The opioid crisis in Virginia continues to grow. In just one week in December 6 people in Fairfax died from drug overdoses. That’s just one week, in one county. Fatal drug overdoses increased in Virginia by 38% between 2015 and 2016. Even worse is the increase in overdose deaths due to fentanyl and other painkillers, a 175% increase. For the last 4 years in Virginia drug overdose deaths have outpaced deaths due to car accidents and gun related deaths. Fentanyl-related overdose deaths jumped from 225 deaths in 2015 to 622 deaths in 2016. Will Medicaid expansion help or hurt this problem?
From the National Review online:
In 2015, the seven states with the highest drug-overdose death rates were West Virginia, New Hampshire, Kentucky, Ohio, Rhode Island, Pennsylvania, and Massachusetts. These states all have something else in common: All were among the 31 states (not including D.C.) that expanded Medicaid through Obamacare.
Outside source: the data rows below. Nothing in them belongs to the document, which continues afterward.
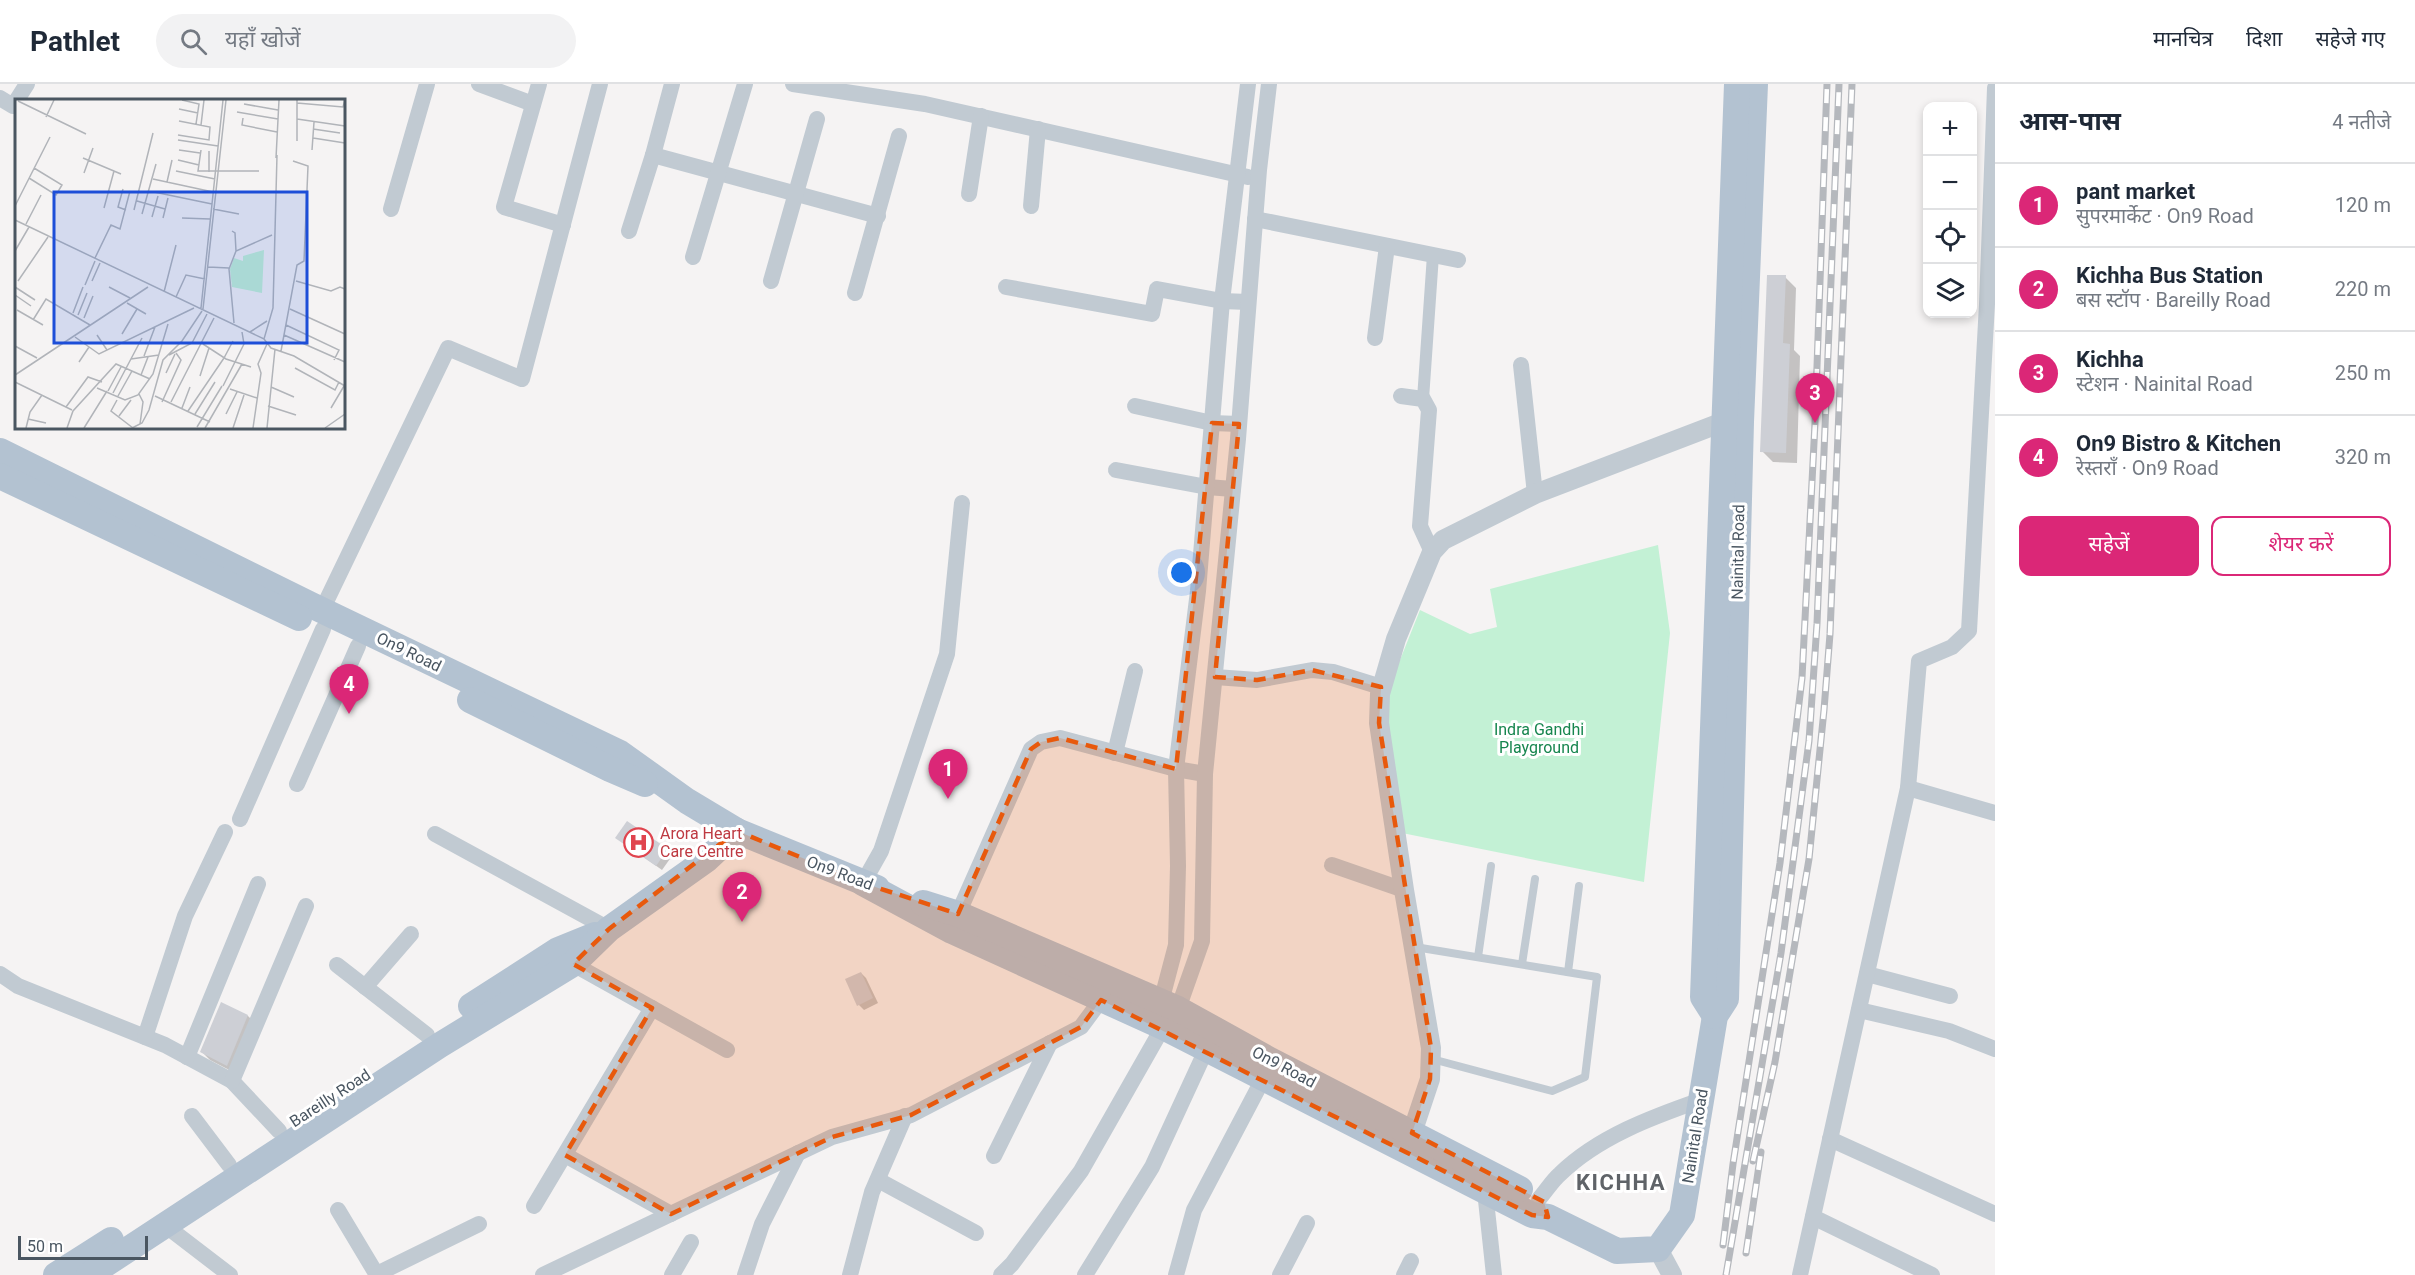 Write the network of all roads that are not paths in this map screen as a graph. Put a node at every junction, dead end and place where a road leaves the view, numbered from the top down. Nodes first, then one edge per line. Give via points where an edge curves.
1 (27, 84) edge
2 (427, 84) edge
3 (479, 84) edge
4 (539, 84) edge
5 (600, 84) edge
6 (672, 84) edge
7 (745, 84) edge
8 (793, 84) edge
9 (1737, 84) edge
10 (1755, 84) edge
11 (1243, 85) edge
12 (1269, 86) edge
13 (1995, 88) edge
14 (0, 98) edge
15 (17, 99) edge
16 (15, 103) edge
17 (533, 104) junction
18 (981, 116) junction
19 (816, 119) dead end
20 (1038, 129) junction
21 (899, 136) dead end
22 (653, 154) junction
23 (718, 172) junction
24 (1237, 175) junction
25 (1258, 178) junction
26 (795, 194) junction
27 (969, 194) dead end
28 (1031, 206) dead end
29 (391, 209) dead end
30 (878, 216) junction
31 (1255, 219) junction
32 (562, 225) junction
33 (629, 231) dead end
34 (1387, 246) junction
35 (1433, 255) junction
36 (693, 257) dead end
37 (1458, 260) dead end
38 (771, 281) dead end
39 (1006, 286) dead end
40 (855, 293) dead end
41 (1222, 301) junction
42 (1248, 302) junction
43 (1375, 338) dead end
44 (1521, 364) dead end
45 (1401, 396) dead end
46 (1423, 399) junction
47 (1135, 406) dead end
48 (1723, 422) junction
49 (1212, 423) junction
50 (1239, 424) junction
51 (0, 451) edge
52 (1116, 470) dead end
53 (0, 476) edge
54 (1207, 487) junction
55 (1233, 489) junction
56 (1535, 494) junction
57 (962, 503) dead end
58 (1432, 552) junction
59 (322, 620) junction
60 (358, 646) junction
61 (1135, 671) dead end
62 (1215, 676) junction
63 (1381, 687) junction
64 (1115, 753) junction
65 (1176, 769) junction
66 (1205, 774) junction
67 (297, 784) dead end
68 (1908, 788) junction
69 (687, 801) junction
70 (1995, 813) edge
71 (240, 819) dead end
72 (737, 831) junction
73 (225, 832) dead end
74 (435, 834) dead end
75 (1332, 865) dead end
76 (1491, 866) dead end
77 (1535, 879) dead end
78 (863, 883) junction
79 (258, 884) dead end
80 (1579, 886) dead end
81 (1404, 890) junction
82 (306, 906) dead end
83 (958, 914) junction
84 (609, 929) junction
85 (411, 934) dead end
86 (1414, 947) junction
87 (1478, 957) junction
88 (573, 964) junction
89 (1522, 964) junction
90 (337, 965) dead end
91 (1568, 972) junction
92 (0, 974) edge
93 (1867, 974) junction
94 (365, 987) junction
95 (1950, 996) dead end
96 (1101, 1000) junction
97 (652, 1008) junction
98 (1859, 1010) junction
99 (1167, 1013) junction
100 (1715, 1016) junction
101 (427, 1035) junction
102 (145, 1037) junction
103 (1050, 1043) junction
104 (1995, 1049) edge
105 (727, 1050) dead end
106 (1206, 1050) junction
107 (187, 1057) junction
108 (1431, 1059) junction
109 (1263, 1079) junction
110 (232, 1081) junction
111 (1701, 1100) junction
112 (192, 1116) dead end
113 (906, 1116) junction
114 (279, 1131) junction
115 (1412, 1133) junction
116 (1830, 1138) junction
117 (798, 1153) junction
118 (565, 1155) junction
119 (994, 1156) dead end
120 (229, 1165) junction
121 (878, 1180) junction
122 (1485, 1191) junction
123 (534, 1206) dead end
124 (1544, 1208) junction
125 (338, 1210) dead end
126 (671, 1214) junction
127 (1995, 1214) edge
128 (1813, 1217) junction
129 (1307, 1223) dead end
130 (479, 1224) dead end
131 (165, 1226) junction
132 (976, 1233) dead end
133 (691, 1242) dead end
134 (1658, 1249) junction
135 (56, 1275) edge
136 (89, 1275) edge
137 (230, 1275) edge
138 (377, 1275) edge
139 (543, 1275) edge
140 (672, 1275) edge
141 (745, 1275) edge
142 (850, 1275) edge
143 (1001, 1275) edge
144 (1085, 1275) edge
145 (1176, 1275) edge
146 (1280, 1275) edge
147 (1494, 1275) edge
148 (1672, 1275) edge
149 (1800, 1275) edge
150 (1932, 1275) edge

1 - 15 street
2 - 29 street
3 - 17 street
4 - 17 street
5 - 32 street
6 - 22 street
7 - 23 street
8 - 18 street
9 - 48 main road, Nainital Road
10 - 100 main road, Nainital Road via 1741,422 1726,999
11 - 12 street
11 - 24 street
12 - 25 street
13 - 68 street via 1969,631 1952,647 1919,661
14 - 16 street via 13,106
17 - 32 street via 504,207
18 - 20 street
18 - 27 street
19 - 26 street
20 - 24 street
20 - 28 street
21 - 30 street
22 - 23 street
22 - 33 street
23 - 26 street
23 - 36 street
24 - 25 street
24 - 41 street
25 - 31 street
26 - 30 street
26 - 38 street
30 - 40 street
31 - 34 street
31 - 42 street
32 - 59 street via 522,379 448,348
34 - 35 street
34 - 43 street
35 - 37 street
35 - 46 street
39 - 41 street via 1152,314 1157,289
41 - 42 street
41 - 49 street
42 - 50 street
44 - 56 street
45 - 46 street
46 - 58 street via 1429,410 1420,526
47 - 49 street
48 - 56 street
48 - 100 main road, Nainital Road via 1703,997
49 - 50 street
49 - 54 street
50 - 55 street
51 - 59 main road, On9 Road
52 - 54 street
53 - 59 main road
54 - 55 street
54 - 65 street
55 - 62 street
56 - 58 street via 1443,540
57 - 78 street via 947,654 881,851
58 - 63 street
59 - 60 main road
59 - 69 main road, On9 Road via 620,753
59 - 71 street
60 - 67 street
60 - 69 main road via 610,769
61 - 64 street
62 - 63 street via 1257,680 1312,670 1333,672
62 - 66 street
63 - 81 street via 1379,723
64 - 65 street
64 - 83 street via 1060,738 1030,749
65 - 66 street
65 - 99 street via 1176,945
66 - 99 street via 1202,941
68 - 70 street
68 - 93 street
69 - 72 main road, On9 Road
72 - 78 main road, On9 Road
72 - 84 main road, Bareilly Road via 706,860
73 - 102 street via 185,916
74 - 84 street
75 - 81 street
76 - 87 lane
77 - 89 lane
78 - 83 main road, On9 Road
78 - 96 main road via 952,931
79 - 107 street
80 - 91 lane
81 - 86 street
82 - 110 street
83 - 99 main road, On9 Road
84 - 88 main road, Bareilly Road
84 - 101 main road, Bareilly Road via 558,950
85 - 94 street
86 - 87 lane
86 - 108 street
87 - 89 lane
88 - 97 street
88 - 131 main road, Bareilly Road via 440,1045
89 - 91 lane
90 - 94 street
91 - 108 lane via 1598,977 1585,1077 1552,1091
92 - 102 street via 18,986
93 - 95 street
93 - 98 street
94 - 101 street
96 - 99 main road
96 - 103 street via 1081,1027
97 - 105 street
97 - 118 street
98 - 104 street via 1948,1031
98 - 116 street
99 - 106 main road
99 - 115 main road, On9 Road
99 - 143 street via 1081,1172
100 - 111 main road, Nainital Road
101 - 114 main road, Bareilly Road
102 - 107 street
103 - 113 street
103 - 119 street
106 - 109 main road
106 - 144 street via 1152,1167
107 - 110 street
108 - 115 street via 1430,1079
109 - 122 main road
109 - 145 street via 1194,1210
110 - 114 street
111 - 124 street via 1603,1141 1559,1174
111 - 134 main road, Nainital Road via 1682,1215
112 - 120 street
113 - 117 street via 832,1137
113 - 121 street
114 - 120 main road, Bareilly Road
115 - 124 main road, On9 Road
116 - 127 street
116 - 128 street
117 - 126 street
117 - 141 street via 762,1224
118 - 123 street
118 - 126 street
120 - 135 main road, Bareilly Road
121 - 132 street
121 - 142 street
122 - 124 main road via 1532,1215
122 - 147 street
124 - 134 main road, On9 Road via 1617,1251
125 - 138 street
126 - 139 street
128 - 149 street
128 - 150 street
129 - 146 street
130 - 138 street
131 - 136 main road, Bareilly Road
131 - 137 street
133 - 140 street
134 - 148 street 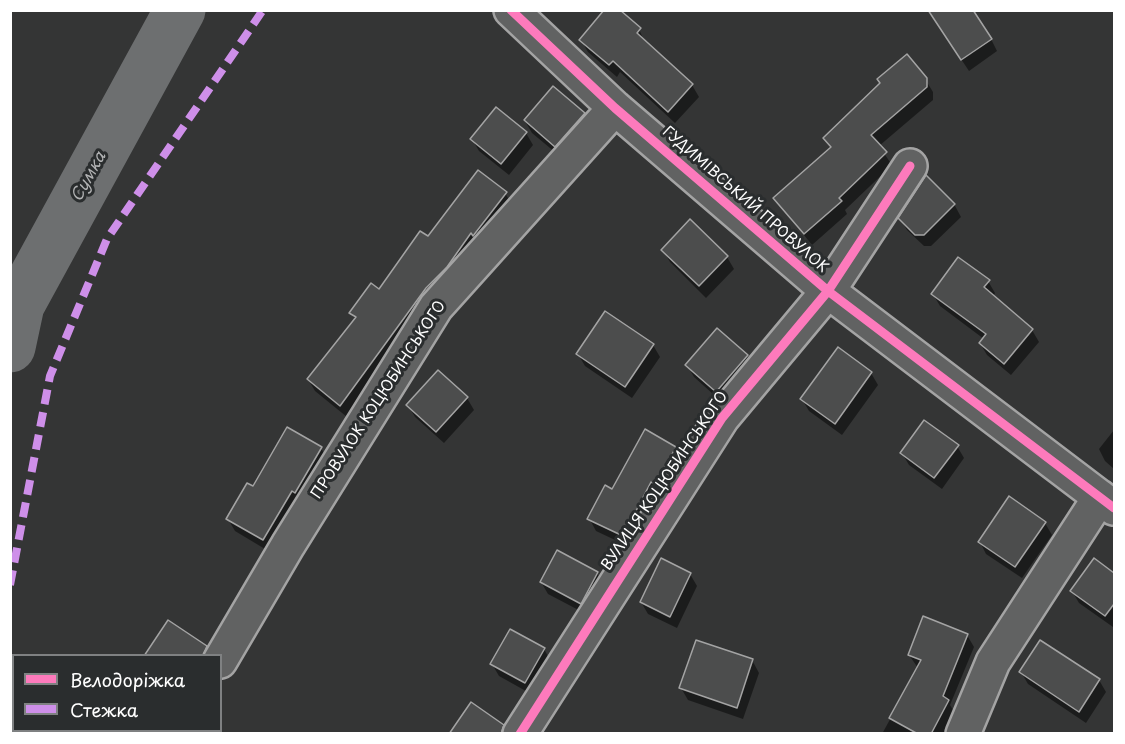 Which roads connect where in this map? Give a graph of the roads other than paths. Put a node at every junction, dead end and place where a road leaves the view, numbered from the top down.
1 (511, 10) edge
2 (615, 108) junction
3 (910, 166) dead end
4 (828, 291) junction
5 (1107, 502) edge
6 (222, 658) edge
7 (520, 734) edge
8 (963, 734) edge

1 - 2 street, ГУДИМІВСЬКИЙ ПРОВУЛОК
2 - 4 street, ГУДИМІВСЬКИЙ ПРОВУЛОК
2 - 6 street, ПРОВУЛОК КОЦЮБИНСЬКОГО
3 - 4 street, ВУЛИЦЯ КОЦЮБИНСЬКОГО
4 - 5 street, ГУДИМІВСЬКИЙ ПРОВУЛОК
4 - 7 street, ВУЛИЦЯ КОЦЮБИНСЬКОГО
5 - 8 street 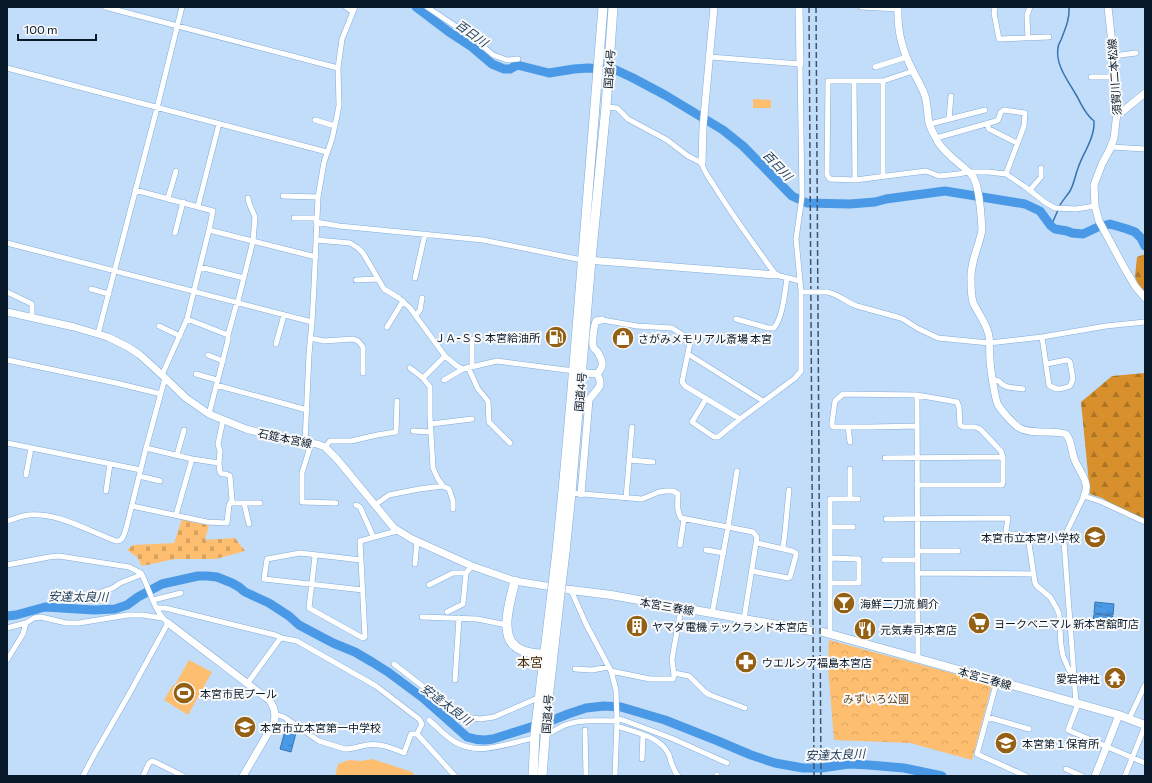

Ohio, which has enrolled more than 700,000 adults in its Obamacare Medicaid expansion, is seeing worse problems with opioids than ever before. This year alone, the state is on pace for more overdose deaths than the entire United States had in 1990, according to an Ohio county coroner.
It seems the overprescribing of prescription painkillers are fueling this epidemic and those on Medicaid are twice as likely as those with private insurance to be prescribed opioids.
The CDC’s own study of Washington State showed that a person on Medicaid was 5.7 times more likely to die an opioid-related death than someone not on Medicaid.
While our Virginia legislators believe Medicaid expansion will help curb opioid deaths, it may well result in the opposite, increasing opioid deaths in Virginia.
If lawmakers want to address the opioid epidemic in their states, they should focus on substance-abuse treatment for those who truly need it and are willing to accept it, rather than on maintaining the costly expansion of Medicaid to millions of able-bodied adults.